Lorsque j’eus fini de lui raconter l’aventure de la veille, nous étions arrivés à l’endroit où se trouvait mon canot.

— Ton Jim est un brave nègre, dit le docteur en sautant à bord, sans cela, il ne t’aurait pas donné un si bon conseil, au risque d’être repris. Je tâcherai de le tirer d’affaire quand il m’aura aidé à extraire la balle… Sur le radeau, ton frère ne sera pas trop secoué… Allons, je n’ai pas besoin de toi, tu me gênerais. Détache l’amarre et cours prévenir ta tante.

— Oh ! on doit nous croire dans notre lit, et plus tard on croira que nous sommes encore partis pour pêcher. J’aime mieux attendre votre retour.

— En effet, il est inutile d’effrayer ta tante d’avance, et je ne serais guère revenu avant midi. Tu es tout pâle ; va te reposer chez moi.
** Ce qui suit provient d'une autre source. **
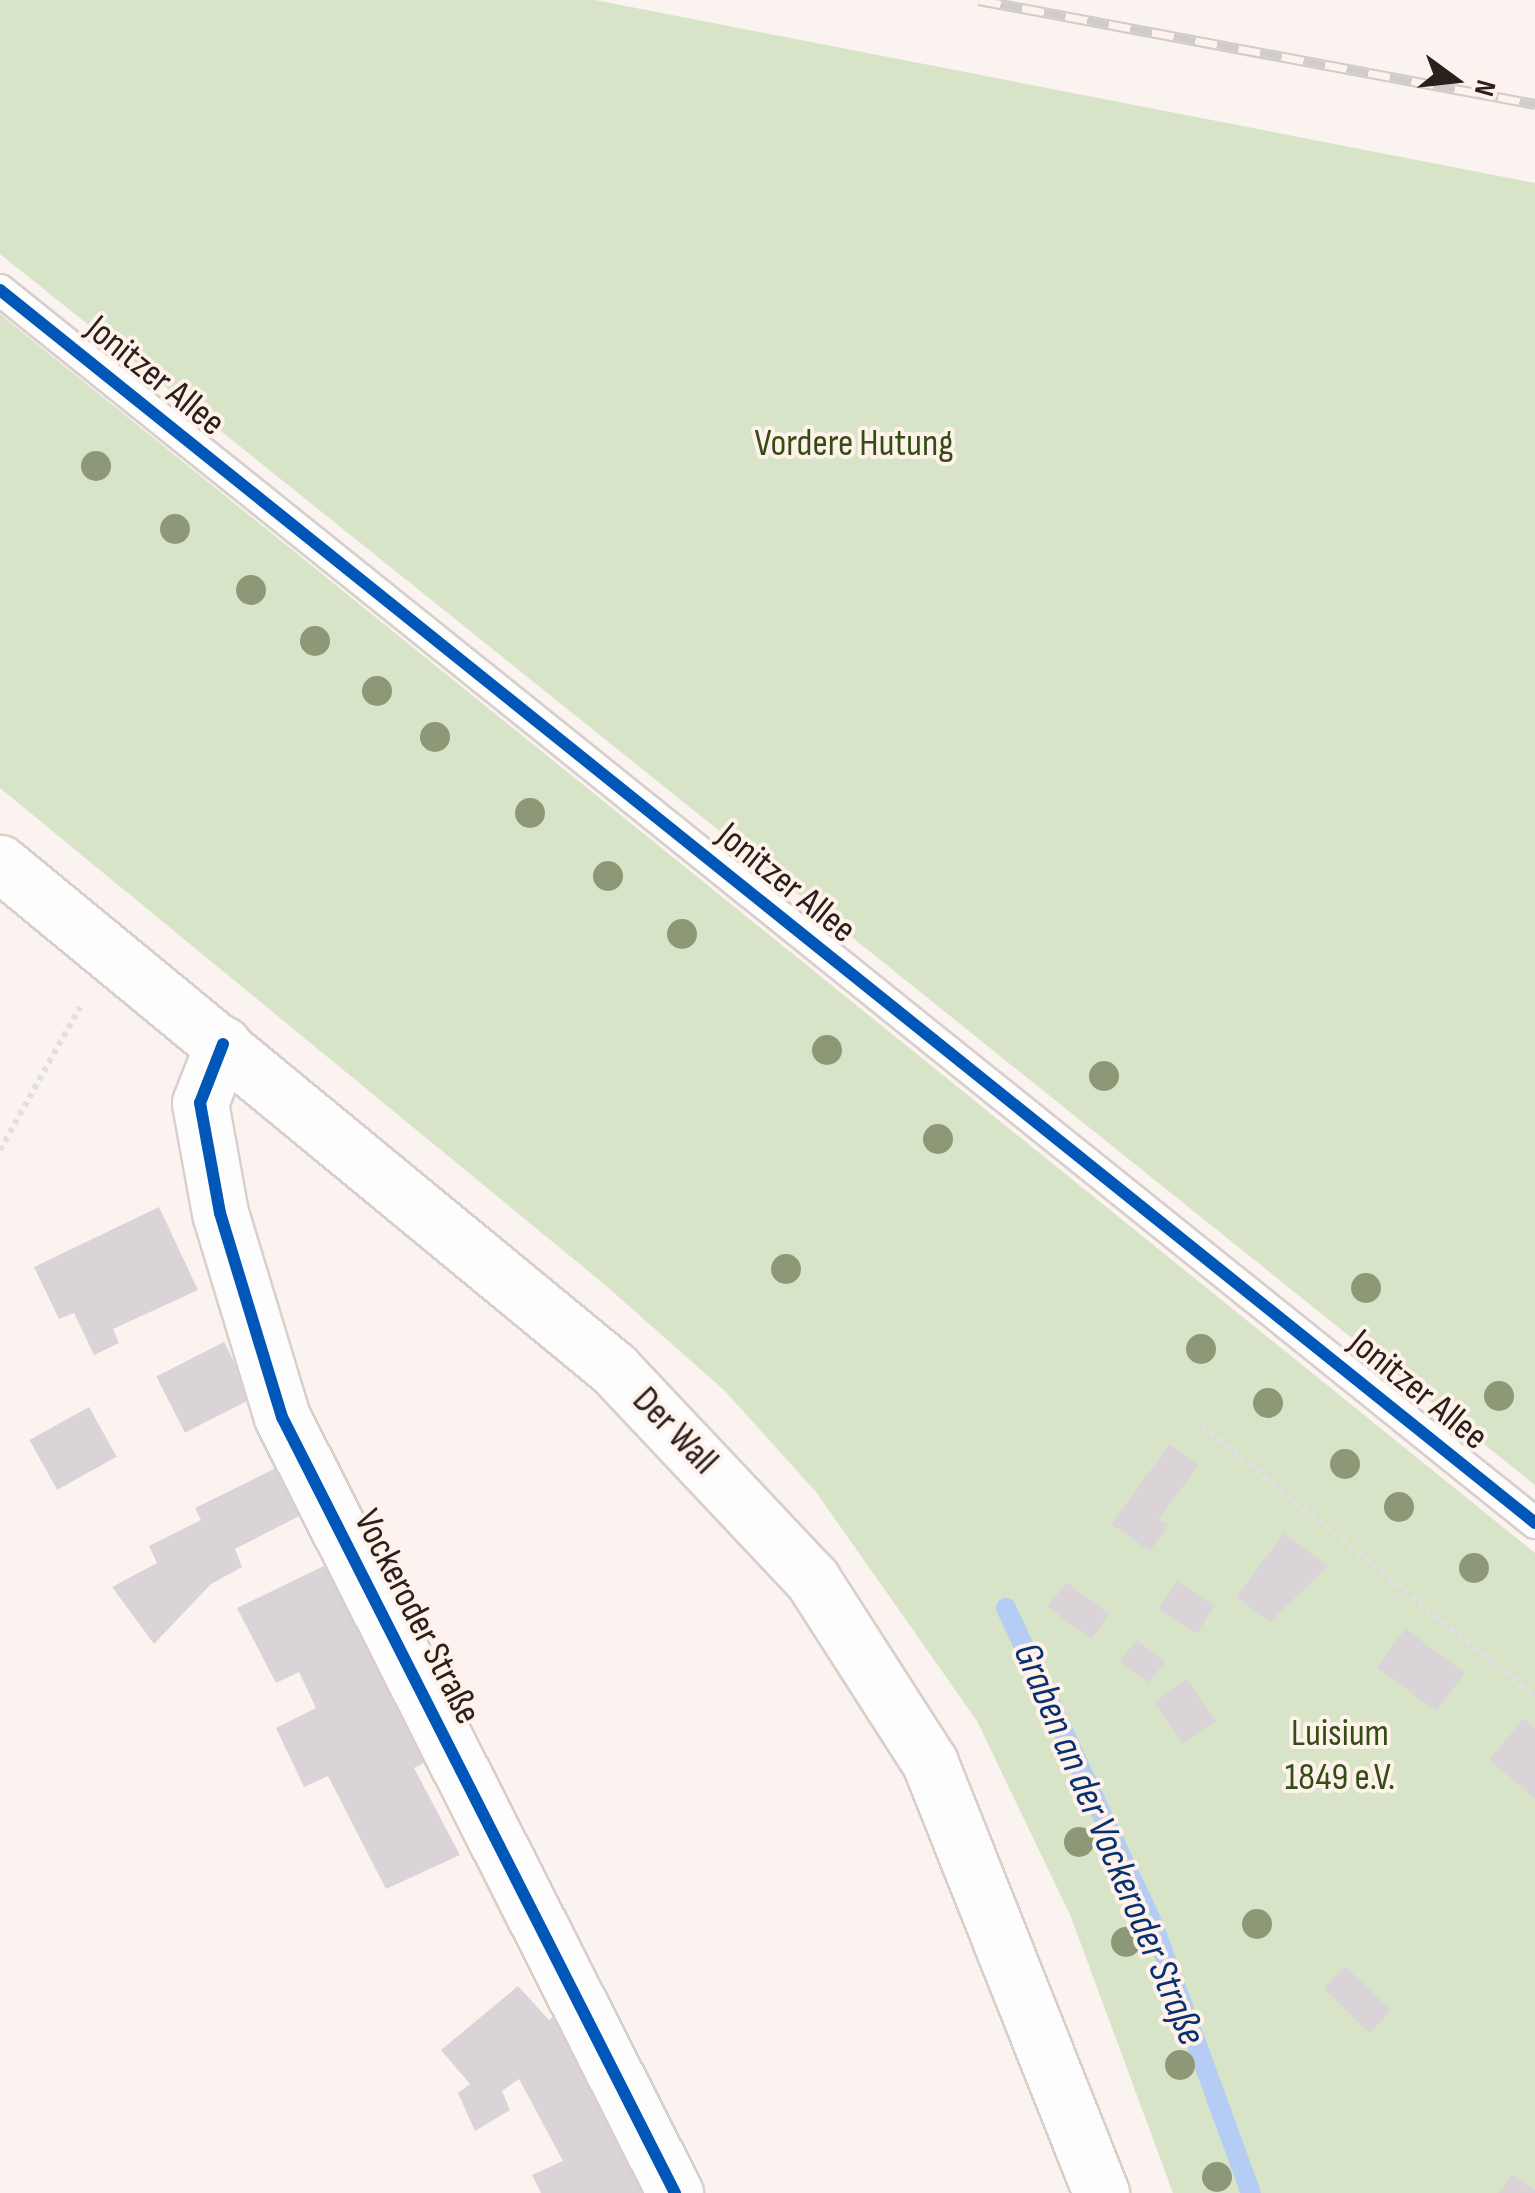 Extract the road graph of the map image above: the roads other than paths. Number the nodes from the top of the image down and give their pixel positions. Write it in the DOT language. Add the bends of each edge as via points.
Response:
graph roads {
  1 [pos="0,290"];
  2 [pos="0,862"];
  3 [pos="223,1044"];
  4 [pos="1535,1523"];
  5 [pos="674,2193"];
  6 [pos="1101,2193"];
  1 -- 4 [label="lane, Jonitzer Allee"];
  2 -- 3 [label="main road, Der Wall"];
  3 -- 5 [label="main road, Vockeroder Straße" via="200,1103 220,1213 282,1417"];
  3 -- 6 [label="main road, Der Wall" via="614,1369 812,1579 930,1764"];
}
J’avais mon idée. À la façon dont il maniait les rames, j’espérais bien le voir arriver avant l’heure du goûter. Je me couchai donc sous les arbres, décidé à monter à mon tour dans le canot, dès que je saurais que la jambe de Tom était arrangée, et à laisser à M. Thompson le soin de rassurer tout le monde. De cette manière, nous pourrions filer avec le radeau, et, en somme, il n’y aurait qu’une demi-journée de perdue. Comme je venais de passer une nuit blanche, ou peu s’en faut, je ne tardai pas à m’endormir. Lorsque je rouvris les yeux, je reconnus qu’il était plus de midi. Je me levai aussitôt et je courus chez le docteur. Il n’était pas rentré. La faim me talonnait ; mais je ne songeais qu’à Tom, et me voilà reparti. En tournant le coin d’une rue, je faillis renverser l’oncle Silas.

— Ah çà ! où cours-tu ainsi ? D’où viens-tu, méchant gamin ?

— Je me promène.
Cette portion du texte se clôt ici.